お弁当を食べ終わった私は教室を出て別棟へ向かう。


非常に面倒くさいことだが悪いのは私なので致し方なし。別棟に何の用があるのかというと、外付け階段につながる扉の前に三角コーンを設置しなければならなかった。


なぜ扉の前に三角コーンを設置するのかを追求すれば、昨日の時点で扉が破壊されてしまったからだ。破壊と聞くと大層な事件に聞こえるが、より正確に言うと扉の開閉時にすごい音が轟き、それなりのパワーがなければ開閉できない状態となっている。


では、なぜそんな状態になったのかまで言及すると、私とアイとリホっちの3人がちょっとしたおふざけで暴れた結果である。この件に関してさらに深堀すると、長くてくだらない話になってしまうため今回は割愛させてもらう。


昨日の時点で扉に使用禁止の張り紙を張っていたようだが、それに気づかず開きづらくなった扉を無理やりこじ開け、さらに破壊した生徒がいたらしい。これ以上の被害を防ぐため、三角コーンを設置が提案されたというわけだ。ちなみにこのお仕事を命令してきたのは先生ではなくコトリちゃんであった。


扉の前に三角コーンを設置し、三角コーンにも使用禁止の張り紙を張っておく。体育倉庫から三角コーンを拝借し、5階のここまで運んできたため少し疲れてしまった。休憩となんとなくの気分展開を兼ねて私は屋上へ向かう。真冬の屋上はさすがに寒く、あと数分したら戻ろうと考えていたタイミングで屋上に2人の人物が入ってきた。シラクボっちとリホっちである。2人を見た私は脅かしてやろうと彼らの死角に隠れた。


この判断が間違いだった。話を始めた2人は真剣なご様子で、割って入っていい空気ではなかった。2人が出ていくまで隠れていようと思ったのだが、昼休みが終わっても屋上から離れる気配はなかった。私は凍えながら2人の話に耳を傾ける。

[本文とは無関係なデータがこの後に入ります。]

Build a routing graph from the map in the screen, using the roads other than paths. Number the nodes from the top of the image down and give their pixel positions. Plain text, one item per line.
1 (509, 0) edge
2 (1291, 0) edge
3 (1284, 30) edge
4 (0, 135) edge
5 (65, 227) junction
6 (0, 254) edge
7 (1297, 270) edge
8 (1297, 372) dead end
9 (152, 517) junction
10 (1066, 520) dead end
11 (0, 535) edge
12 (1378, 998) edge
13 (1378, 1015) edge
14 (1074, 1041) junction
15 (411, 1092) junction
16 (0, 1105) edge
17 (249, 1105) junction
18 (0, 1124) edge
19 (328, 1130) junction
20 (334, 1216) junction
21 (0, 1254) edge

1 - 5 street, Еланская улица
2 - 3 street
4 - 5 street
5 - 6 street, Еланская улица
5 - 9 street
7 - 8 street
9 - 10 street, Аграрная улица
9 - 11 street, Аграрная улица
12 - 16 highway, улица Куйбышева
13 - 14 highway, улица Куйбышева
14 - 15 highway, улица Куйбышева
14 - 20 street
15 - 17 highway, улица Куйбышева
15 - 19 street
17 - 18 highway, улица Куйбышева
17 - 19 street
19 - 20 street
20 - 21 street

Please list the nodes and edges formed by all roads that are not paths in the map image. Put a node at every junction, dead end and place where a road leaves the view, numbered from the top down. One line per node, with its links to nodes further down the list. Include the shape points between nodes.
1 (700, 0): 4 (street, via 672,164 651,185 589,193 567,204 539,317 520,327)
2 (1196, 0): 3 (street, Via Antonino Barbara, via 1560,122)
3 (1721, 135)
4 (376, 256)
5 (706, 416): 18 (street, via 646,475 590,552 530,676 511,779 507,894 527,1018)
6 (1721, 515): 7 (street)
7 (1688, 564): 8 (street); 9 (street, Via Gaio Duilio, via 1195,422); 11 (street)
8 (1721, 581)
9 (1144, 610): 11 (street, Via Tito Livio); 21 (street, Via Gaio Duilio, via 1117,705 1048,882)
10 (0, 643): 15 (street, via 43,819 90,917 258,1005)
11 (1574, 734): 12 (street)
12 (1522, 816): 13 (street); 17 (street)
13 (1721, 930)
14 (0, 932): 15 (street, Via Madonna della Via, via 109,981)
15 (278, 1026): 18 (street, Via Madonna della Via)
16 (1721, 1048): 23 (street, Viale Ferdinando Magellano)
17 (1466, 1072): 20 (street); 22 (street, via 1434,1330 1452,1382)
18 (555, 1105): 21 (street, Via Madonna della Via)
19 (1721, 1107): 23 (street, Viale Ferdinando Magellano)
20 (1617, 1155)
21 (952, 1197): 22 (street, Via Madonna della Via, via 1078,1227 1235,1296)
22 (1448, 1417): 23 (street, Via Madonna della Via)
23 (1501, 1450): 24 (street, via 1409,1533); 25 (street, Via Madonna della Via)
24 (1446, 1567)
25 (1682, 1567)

そこから1時間くらいシラクボっちは自身の生い立ちについて語り始め、盗み聞きをしている私は罪悪感とスリルとなかなかに重い話の内容で心を掻き乱されていた。完全に出るタイミングを失った私は2人の会話に耳を傾ける。


そしてシラクボっちの好きな相手がアイだと知ることになる。それについては予想通りではあったが、コトリちゃんの想いは報われないということなので聞いていて悲しかった。少し前の私ならば失恋なんて寝て起きれば大丈夫になっている程度のものだったが、本気で誰かを好きになる気持ちを理解してしまった今では同情で胸が痛くなる。


それはそうと、彼のアイへの想いは聞いていてかなり重たいことがわかる。あと盲目な恋は嫌という彼の意見も意味は理解できるが、私としては難しく考えすぎだろ…と思ってしまう。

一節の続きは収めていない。